Nilüfer’de “Tarım Yılı”, “Gıda Yılı”, “İklim Yılı” üzere temalarla pek çok faaliyet yürüterek, dünya gündemine oturan iklim krizi, besin krizi üzere hususlarda farkındalık yaratmaya, üretimi artırmaya ve sağlıklı besin şuuru yaratmaya çalışan Nilüfer Belediyesi, Milano Kentsel Besin Siyaseti Paktı’nın (MUFPP) imzacısı oldu.
Milano Kentsel Besin Siyaseti Paktı, kentlerin sürdürülebilir besin sistemlerinin geliştirilmesinde ve sağlıklı beslenmeyi yaygınlaştırmasındaki rolünü temel alan ve bu alandaki güzel örnekleri dünya ile paylaşan bir oluşum.
Dünyanın farklı bölgelerinden kentlerin sürdürülebilir kalkınma, besin israfı ve açlığa karşı aldığı tedbirlerin bir kurala bağlandığı Milano Kentsel Besin Siyaseti Paktı ile Birleşmiş Milletler 2030 Sürdürülebilir Kalkınma Hedefleri’ne ulaşılması hedefleniyor.
“Herkes için eşit, ulaşılabilir, sağlıklı gıda” sloganıyla yürüttüğü çalışmalarla milletlerarası ölçekte de dikkat çeken Nilüfer Belediyesi, çok ortaklı bir proje olan “Kentsel Besin Sistemlerinin Yenilikçi Living Lab Uygulamalarına Dönüşümünün Güçlendirilmesi” (FUSILLI) projesine, Türkiye’den iştiraki onaylanan tek belediye olmuştu. Bu alandaki çalışmalarıyla Avrupa Birliği HORIZON 2020 programı kapsamında hibe dayanağı de alan Nilüfer Belediyesi’nin, Milano Kentsel Besin Siyaseti Paktı’na üyeliğinin de onaylandığı açıklandı.
Milano Belediyesi tarafından 2015 yılında başlatılan Milano Kentsel Besin Siyaseti Paktı’nı imzalayan lokal idareler, 7 unsurluk taahhütte bulunuyor ve 37 unsurluk Kentsel Besin Siyaseti Çerçevesi’nde bunu yapacaklarını beyan ediyorlar.
Bütün bu projelerin, kentlerin sürdürülebilirliğini artırmayı hedeflediğini belirten Nilüfer Belediye Lideri Turgay Fazilet, “Milano Kentsel Besin Siyaseti Paktı’nın imzacısı olarak; Nilüfer’de sürdürülebilir besin sistemleri geliştirmek için çalışacağımızı, sağlıklı besin siyasetleri geliştireceğimizi, besin tedariki ve dağıtımı, eşitlik, besin üretimi, eğitim, besin güvenliği, atık azaltma ve israfın önlenmesi tarafında projeler geliştireceğimizi beyan etmiş olduk. Bunlar esasen bizim de önemsediğimiz ve çalışma planımızda olan bahisler. Birleşmiş Milletler’in global açlık raporuna nazaran dünya nüfusunun yüzde 10’u açlık sorunu yaşıyor. Açlık çekenlerin sayısının son bir yılda 46 milyon artığı söz ediliyor. Bu vahim bir durum. 149 milyon çocuk yetersiz beslenme yüzünden büyüme geriliği sorunu yaşıyor. Yaşanan pandemi ve savaşların besine erişimi nasıl etkilediğini daima birlikte yaşayarak gördük.
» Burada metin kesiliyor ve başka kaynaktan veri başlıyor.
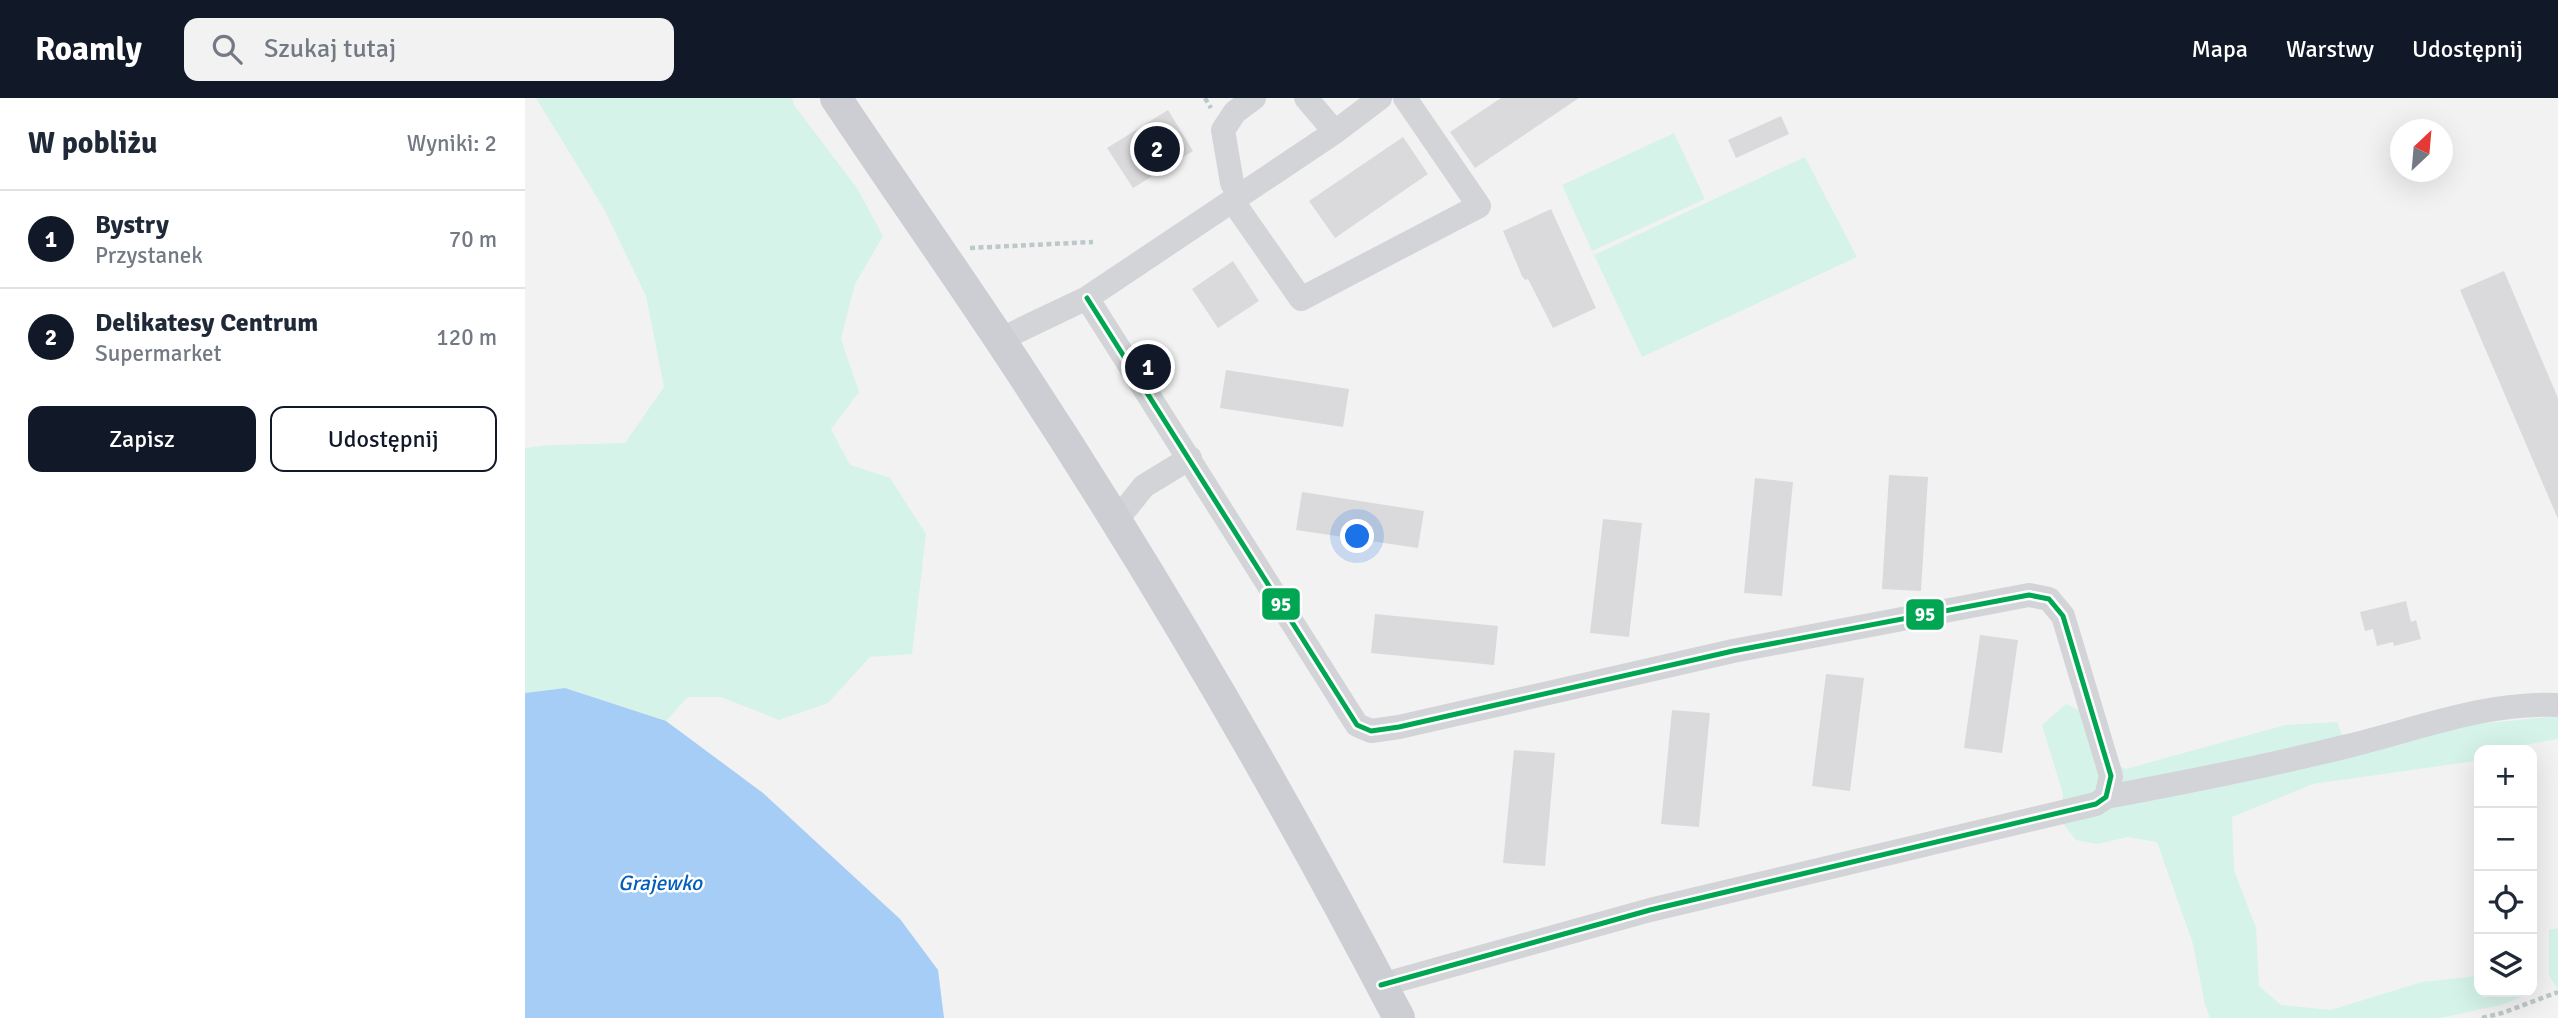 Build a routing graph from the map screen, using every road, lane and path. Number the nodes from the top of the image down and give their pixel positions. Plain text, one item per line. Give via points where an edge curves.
1 (836, 98) edge
2 (1306, 98) edge
3 (1380, 98) edge
4 (1405, 98) edge
5 (1252, 99) edge
6 (1335, 132) junction
7 (1236, 198) junction
8 (1093, 242) dead end
9 (968, 248) dead end
10 (1087, 298) junction
11 (999, 340) junction
12 (1190, 458) junction
13 (1115, 522) junction
14 (2558, 705) edge
15 (2106, 797) junction
16 (1381, 985) junction
17 (2558, 992) edge
18 (1399, 1018) edge
19 (2482, 1018) edge

1 - 11 main road
2 - 6 street
3 - 6 street
4 - 7 street via 1479,206 1301,299
5 - 7 street via 1235,112 1223,130
6 - 7 street
7 - 10 street
8 - 9 path
10 - 11 street
10 - 12 street
11 - 13 main road
12 - 13 street via 1144,486
12 - 15 street via 1357,725 1371,731 1733,651 2029,595 2049,599 2063,615 2111,776
13 - 16 main road via 1251,748
14 - 15 street via 2480,711 2349,746
15 - 16 street via 2096,804 1650,910
16 - 18 main road
17 - 19 path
Global besin fiyatları arttı, besin zincirlerinde kopmalar olunca besine erişim zorlaştı. Sonuçta dışa bağımlılığın bizi kıtlıkla yüzyüze bırakabileceğini ve yine üretime yönelerek, kendi kendine yetebilen bir ülke olmamız gerektiğini bize hatırlattı. Herkes bunun farkına varmalı ve üretime yönelmeli. Mahallî idare olarak biz de üzerimize düşeni yapmaya çalışıyoruz. Hem üretimi destekliyor, hem farkındalık yaratmaya çalışıyoruz. Bu eforlarımız artarak devam edecek” dedi.